Some of the heavy bandwidth demands are being accommodated by satellite communications such as the global broadcast system. Similarly, more communications systems under construction will add capacity to the available bandwidth. The problem tends to arise at the tactical level, Gen. Kellogg offers, and the solution may be to reduce the amount of information traveling at that level.

“Maybe we need to evaluate ourselves and cut back on how much we are trying to pass,” he suggests. “How much information do we want to go to the battlefield? I don’t think we’ve addressed that very well,” he declares.

“In today’s environment at the tactical level, operational commanders want to know what color the enemy’s underwear is. I don’t think we need to know that; I don’t think we need to pass that much information across the battlefield, which takes up a lot of bandwidth,” Gen. Kellogg emphasizes. While technical methods such as data compression can permit high-volume file transmission across the battlefield, the real key lies in conserving bandwidth.

“It’s not a clean answer. You can’t say, ‘We’re going to get more bandwidth because … .’ You have to break it down into discrete items, and then you can talk about what you need it for,” he warrants. “Let’s use this [bandwidth] smarter.” The Navy’s demand assigned multiple access (DAMA) addressed bandwidth requirements using a version of this approach, the general adds.

Ensuring interoperability among the U.S. services is only one aspect of joint operations. Future conflicts likely will be waged within a coalition environment, and a growing information technology gap between the United States and Europe poses challenges for a networked battlespace. The general notes the problems facing planners, but emphasizes that the United States will not cut back on its technology modernization to give the allies a chance to catch up.

“We are not going to slow down because they are behind us,” Gen. Kellogg declares. “We cannot afford to do that. The U.S. military must remain the pre-eminent military in the world when it comes to technology. Our job is to protect our personnel and ensure that we give them the tools to win the battle.”

He continues that the intent is to share that technology “to the best degree possible.” However, the ability to accomplish this comes down to funding. Command and control digitization is a very expensive proposition, as the U.S. Army is discovering. The Army is digitizing its forces in a phased approach because it does not have the funds to digitize the entire Army in the near term. Other nations have similar budgetary concerns.

The only way to offset this digital gap is to build relationships through liaison teams among allied nations. Even so, coalition operations likely will feature “a high-low mix, and you will have to accept that,” he states.

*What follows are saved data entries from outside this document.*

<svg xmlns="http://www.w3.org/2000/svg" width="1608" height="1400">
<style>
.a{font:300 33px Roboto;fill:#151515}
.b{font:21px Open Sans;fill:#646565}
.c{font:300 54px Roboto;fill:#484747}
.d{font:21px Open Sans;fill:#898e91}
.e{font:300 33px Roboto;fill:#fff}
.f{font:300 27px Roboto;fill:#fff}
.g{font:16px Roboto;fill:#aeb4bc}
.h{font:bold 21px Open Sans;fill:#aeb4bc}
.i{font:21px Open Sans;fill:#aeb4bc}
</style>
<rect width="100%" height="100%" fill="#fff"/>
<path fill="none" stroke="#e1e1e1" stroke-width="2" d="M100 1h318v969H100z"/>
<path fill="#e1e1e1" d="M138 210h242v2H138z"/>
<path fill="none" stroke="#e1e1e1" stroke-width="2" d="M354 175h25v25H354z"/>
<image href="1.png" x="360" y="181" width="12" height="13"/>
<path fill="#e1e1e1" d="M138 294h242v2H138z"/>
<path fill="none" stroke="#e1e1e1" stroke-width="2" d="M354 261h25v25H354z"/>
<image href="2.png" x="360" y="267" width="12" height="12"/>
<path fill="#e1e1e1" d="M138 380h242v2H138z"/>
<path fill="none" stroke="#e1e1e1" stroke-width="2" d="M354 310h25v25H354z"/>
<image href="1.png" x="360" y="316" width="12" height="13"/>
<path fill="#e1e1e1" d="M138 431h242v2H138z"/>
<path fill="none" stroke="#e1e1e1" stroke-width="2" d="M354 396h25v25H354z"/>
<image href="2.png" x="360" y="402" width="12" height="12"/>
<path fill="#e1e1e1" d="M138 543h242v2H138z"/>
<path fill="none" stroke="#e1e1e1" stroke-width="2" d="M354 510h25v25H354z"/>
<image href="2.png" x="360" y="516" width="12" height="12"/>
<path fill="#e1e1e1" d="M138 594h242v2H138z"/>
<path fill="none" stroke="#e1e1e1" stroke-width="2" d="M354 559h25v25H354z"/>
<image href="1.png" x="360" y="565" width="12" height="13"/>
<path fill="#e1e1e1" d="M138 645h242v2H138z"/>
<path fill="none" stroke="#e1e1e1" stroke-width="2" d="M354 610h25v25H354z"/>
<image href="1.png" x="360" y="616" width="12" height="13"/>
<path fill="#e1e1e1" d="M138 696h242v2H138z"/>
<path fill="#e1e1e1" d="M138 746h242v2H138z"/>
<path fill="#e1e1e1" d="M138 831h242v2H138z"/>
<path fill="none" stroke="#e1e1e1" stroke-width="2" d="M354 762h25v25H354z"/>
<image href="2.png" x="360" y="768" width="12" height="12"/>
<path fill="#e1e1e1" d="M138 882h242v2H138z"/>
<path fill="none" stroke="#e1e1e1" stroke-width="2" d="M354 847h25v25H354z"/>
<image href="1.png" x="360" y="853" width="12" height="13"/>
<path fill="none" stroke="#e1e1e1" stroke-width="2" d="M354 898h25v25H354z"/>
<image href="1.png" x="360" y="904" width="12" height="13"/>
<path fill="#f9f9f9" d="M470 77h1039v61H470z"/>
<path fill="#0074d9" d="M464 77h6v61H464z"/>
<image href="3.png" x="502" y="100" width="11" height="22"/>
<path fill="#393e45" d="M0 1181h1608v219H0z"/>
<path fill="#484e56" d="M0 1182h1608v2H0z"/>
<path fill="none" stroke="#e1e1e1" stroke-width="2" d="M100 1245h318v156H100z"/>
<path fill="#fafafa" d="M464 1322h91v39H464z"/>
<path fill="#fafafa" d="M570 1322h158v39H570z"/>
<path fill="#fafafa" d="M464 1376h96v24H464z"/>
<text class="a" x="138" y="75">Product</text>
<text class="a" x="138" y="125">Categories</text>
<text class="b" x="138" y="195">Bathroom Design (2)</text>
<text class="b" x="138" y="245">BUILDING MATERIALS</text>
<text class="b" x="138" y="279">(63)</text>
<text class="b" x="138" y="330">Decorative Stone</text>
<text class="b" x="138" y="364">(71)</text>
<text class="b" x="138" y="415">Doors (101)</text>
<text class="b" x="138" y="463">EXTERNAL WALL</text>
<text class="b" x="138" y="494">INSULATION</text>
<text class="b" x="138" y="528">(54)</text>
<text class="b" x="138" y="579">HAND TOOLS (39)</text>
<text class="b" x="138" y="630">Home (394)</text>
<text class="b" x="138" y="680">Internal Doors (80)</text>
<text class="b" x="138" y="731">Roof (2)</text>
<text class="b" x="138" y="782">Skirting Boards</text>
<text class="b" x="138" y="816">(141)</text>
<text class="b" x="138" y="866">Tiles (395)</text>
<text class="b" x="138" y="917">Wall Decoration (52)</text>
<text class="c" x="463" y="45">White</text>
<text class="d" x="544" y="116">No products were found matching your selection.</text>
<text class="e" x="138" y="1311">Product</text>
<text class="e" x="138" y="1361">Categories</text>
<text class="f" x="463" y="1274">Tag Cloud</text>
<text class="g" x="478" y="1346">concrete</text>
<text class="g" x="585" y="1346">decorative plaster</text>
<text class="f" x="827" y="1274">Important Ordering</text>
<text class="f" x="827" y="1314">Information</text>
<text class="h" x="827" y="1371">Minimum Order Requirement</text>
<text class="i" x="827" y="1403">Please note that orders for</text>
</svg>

The U.S. military has accepted a high-low mix, as some Army units are digitized while others are not. Coalitions will have to endure the same conditions.

The United States is not going to “give away” its high-technology systems, he continues, and allies do not have the money to catch up. Accordingly, allied forces must determine ways to bridge the gap in some select areas. “What you probably will see are very narrow linkages between the United States and coalition partners,” Gen. Kellogg suggests.